Is it possible that a black Congressman from Harlem, and a future left-wing Presidential candidate from South Dakota, would choose to vote “present” rather than “aye” on a bill because it should have been stronger, rather than (as Prager implies) because they were not really proponents of civil rights for black citizens? I think it’s not only possible, it’s certain. The passage of the bill was already assured, and in McGovern’s case, he’d already voted “aye” for the bill before it was “further diluted” in the Senate.
Why does Prager not even raise this possibility? After all, on the very next page, when discussing Republican opposition to the Civil Rights Act of 1964, he points out that “most” of them opposed it “solely on constitutional and liberty-related grounds.” I believe it’s because Prager is willing to employ lies of omission to make his case. I have more respect for the truth than that, and that respect compels me to add a caveat here.
I think it’s likely that Prager meant to write “Every Senate vote against the 1960 Civil Rights Act came from Democrats.” Perhaps his unattributed source meant to write that, and Prager simply passed it along uncritically, as Prager’s book reviewer on Amazon passed it along as received wisdom.

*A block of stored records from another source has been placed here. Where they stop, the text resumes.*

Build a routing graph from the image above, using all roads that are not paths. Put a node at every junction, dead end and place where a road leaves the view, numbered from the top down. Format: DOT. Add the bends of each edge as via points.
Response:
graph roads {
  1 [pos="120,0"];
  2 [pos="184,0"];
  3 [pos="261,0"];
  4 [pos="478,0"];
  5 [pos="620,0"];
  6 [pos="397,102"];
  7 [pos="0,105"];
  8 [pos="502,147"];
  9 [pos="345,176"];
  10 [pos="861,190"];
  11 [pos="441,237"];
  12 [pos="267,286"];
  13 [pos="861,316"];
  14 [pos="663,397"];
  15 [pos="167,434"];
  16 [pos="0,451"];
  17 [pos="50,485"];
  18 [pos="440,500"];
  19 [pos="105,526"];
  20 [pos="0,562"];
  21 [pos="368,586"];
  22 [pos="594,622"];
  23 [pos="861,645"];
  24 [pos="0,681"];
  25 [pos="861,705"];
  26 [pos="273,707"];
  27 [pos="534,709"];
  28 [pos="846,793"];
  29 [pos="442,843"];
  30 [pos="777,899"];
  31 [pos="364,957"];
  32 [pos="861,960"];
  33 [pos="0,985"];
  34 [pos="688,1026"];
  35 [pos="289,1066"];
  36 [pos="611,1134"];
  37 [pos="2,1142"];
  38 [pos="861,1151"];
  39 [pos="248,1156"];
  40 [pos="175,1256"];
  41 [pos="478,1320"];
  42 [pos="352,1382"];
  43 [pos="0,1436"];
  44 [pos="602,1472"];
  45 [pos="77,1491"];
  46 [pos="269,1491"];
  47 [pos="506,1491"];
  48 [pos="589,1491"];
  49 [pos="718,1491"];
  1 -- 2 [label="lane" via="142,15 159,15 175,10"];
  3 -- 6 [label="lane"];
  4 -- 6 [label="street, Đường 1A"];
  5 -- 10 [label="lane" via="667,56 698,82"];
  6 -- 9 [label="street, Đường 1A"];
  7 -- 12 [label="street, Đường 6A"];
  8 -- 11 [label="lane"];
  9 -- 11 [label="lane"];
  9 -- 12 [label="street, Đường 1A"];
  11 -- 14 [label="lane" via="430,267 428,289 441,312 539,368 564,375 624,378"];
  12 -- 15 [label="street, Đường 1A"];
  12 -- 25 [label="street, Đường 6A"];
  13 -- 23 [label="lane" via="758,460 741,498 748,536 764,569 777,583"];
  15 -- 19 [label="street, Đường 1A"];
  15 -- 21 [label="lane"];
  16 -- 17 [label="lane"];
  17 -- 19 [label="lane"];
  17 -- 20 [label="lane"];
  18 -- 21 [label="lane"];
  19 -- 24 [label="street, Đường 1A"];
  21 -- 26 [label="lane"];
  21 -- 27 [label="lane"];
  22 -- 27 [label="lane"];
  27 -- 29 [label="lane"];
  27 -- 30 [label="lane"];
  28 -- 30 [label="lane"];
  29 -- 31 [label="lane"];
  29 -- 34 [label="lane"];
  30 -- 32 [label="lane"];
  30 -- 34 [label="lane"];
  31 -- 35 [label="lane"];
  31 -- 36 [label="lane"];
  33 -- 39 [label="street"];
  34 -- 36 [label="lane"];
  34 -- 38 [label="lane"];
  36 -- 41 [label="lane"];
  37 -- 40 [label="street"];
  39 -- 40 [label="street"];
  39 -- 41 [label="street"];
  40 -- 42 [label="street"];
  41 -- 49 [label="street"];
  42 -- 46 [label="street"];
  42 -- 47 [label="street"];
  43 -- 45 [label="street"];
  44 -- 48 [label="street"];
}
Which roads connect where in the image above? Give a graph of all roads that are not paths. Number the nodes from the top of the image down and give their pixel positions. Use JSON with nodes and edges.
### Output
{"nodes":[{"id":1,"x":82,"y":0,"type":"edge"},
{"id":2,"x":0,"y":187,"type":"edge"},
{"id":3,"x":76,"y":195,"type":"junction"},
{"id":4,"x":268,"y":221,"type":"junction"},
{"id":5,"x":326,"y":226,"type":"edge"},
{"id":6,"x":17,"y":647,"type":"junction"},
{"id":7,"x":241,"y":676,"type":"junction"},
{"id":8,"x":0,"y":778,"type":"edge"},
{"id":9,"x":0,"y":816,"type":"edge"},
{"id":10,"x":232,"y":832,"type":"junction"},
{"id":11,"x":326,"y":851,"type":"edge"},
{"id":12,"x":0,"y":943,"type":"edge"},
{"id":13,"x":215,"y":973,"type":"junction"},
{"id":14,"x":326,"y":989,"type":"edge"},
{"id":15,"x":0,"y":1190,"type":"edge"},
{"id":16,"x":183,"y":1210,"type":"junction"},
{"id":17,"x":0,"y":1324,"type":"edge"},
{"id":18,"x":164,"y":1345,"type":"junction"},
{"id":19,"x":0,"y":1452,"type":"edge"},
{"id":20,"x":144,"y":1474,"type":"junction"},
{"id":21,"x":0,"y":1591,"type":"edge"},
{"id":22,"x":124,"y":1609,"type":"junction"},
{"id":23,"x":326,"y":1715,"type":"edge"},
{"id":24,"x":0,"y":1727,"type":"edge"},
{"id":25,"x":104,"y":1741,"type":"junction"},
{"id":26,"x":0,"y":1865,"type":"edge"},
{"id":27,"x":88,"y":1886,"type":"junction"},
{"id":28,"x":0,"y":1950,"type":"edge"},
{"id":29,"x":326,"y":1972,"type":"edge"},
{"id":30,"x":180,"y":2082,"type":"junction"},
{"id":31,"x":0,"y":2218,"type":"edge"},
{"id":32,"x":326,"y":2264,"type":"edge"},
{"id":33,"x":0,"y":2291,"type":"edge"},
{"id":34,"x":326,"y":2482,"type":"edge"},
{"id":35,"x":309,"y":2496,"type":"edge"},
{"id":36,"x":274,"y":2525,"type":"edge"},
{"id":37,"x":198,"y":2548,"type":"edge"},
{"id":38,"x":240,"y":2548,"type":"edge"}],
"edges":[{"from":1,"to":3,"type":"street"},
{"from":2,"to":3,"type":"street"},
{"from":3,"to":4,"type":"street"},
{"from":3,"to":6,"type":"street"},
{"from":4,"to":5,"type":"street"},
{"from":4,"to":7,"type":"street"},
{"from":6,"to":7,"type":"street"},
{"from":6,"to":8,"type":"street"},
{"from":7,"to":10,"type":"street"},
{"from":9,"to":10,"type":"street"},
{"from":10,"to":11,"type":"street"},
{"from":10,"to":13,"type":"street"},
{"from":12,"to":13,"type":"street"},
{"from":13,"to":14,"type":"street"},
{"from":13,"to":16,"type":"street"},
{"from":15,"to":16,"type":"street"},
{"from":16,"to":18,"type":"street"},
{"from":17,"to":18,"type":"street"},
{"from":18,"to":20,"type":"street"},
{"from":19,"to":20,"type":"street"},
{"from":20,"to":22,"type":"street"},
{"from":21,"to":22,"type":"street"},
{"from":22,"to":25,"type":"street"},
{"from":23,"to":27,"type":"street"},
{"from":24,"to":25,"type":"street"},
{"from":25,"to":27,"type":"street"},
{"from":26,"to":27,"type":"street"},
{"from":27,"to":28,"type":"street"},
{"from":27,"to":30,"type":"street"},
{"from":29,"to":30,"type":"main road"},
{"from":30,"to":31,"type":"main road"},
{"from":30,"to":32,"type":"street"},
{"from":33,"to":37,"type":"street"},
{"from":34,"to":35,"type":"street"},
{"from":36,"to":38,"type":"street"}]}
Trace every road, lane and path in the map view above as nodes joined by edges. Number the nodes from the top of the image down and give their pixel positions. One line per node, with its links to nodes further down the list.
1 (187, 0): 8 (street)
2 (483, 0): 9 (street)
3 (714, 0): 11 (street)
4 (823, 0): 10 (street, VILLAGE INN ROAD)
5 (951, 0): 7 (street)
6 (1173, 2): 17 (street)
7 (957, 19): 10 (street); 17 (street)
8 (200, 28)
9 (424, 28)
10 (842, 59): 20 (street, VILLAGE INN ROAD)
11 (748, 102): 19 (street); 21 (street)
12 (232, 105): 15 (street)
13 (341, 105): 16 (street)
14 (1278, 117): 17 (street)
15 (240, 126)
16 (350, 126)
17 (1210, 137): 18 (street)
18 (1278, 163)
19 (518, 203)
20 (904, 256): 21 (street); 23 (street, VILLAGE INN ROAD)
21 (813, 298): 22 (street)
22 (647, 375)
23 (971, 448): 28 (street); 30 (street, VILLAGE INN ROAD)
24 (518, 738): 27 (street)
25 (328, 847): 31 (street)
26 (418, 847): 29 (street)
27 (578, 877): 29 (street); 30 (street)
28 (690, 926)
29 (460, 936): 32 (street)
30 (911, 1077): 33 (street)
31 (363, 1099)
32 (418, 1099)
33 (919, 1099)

It’s even possible that Prager (or his source) did write the correct statement, but somewhere along the line from raw manuscript to published book it became corrupted. Maybe he even noted that all the Senators who opposed the bill came from Southern states, and that was why he felt the need to add that South Dakota was not a Southern state.
Even supposing that all of these benefits-of-the-doubt are justified, Prager’s attempt to portray the fight for black civil rights as a non-leftist value would still be riddled with dishonesty. He begins by conflating “the left” and “the Democratic party,” and not even the Democratic party of today, but the Democratic party of 50 or 100 years ago. One of the Senate Democrats who voted against the Civil Rights Bill of 1960 was that well-known advocate of leftist values Strom Thurmond of South Carolina, who subsequently became a Republican. Prager alludes to this by dismissing the (anticipated) criticism that these Democrats were really conservatives as “completely self serving.” As self-serving as presenting a group containing Strom Thurmond and Russell Long as advocates of “Left-wing values,” Mr. Prager?
The fact is, these “Dixiecrats” voted as they did because they represented Southern constituencies, not because they represented “Left-wing values.” Anyone who was more committed to being honest than being persuasive would have said so.
Dennis Prager is apparently not so committed to the truth.
I will have more to say about this book in the coming days and weeks.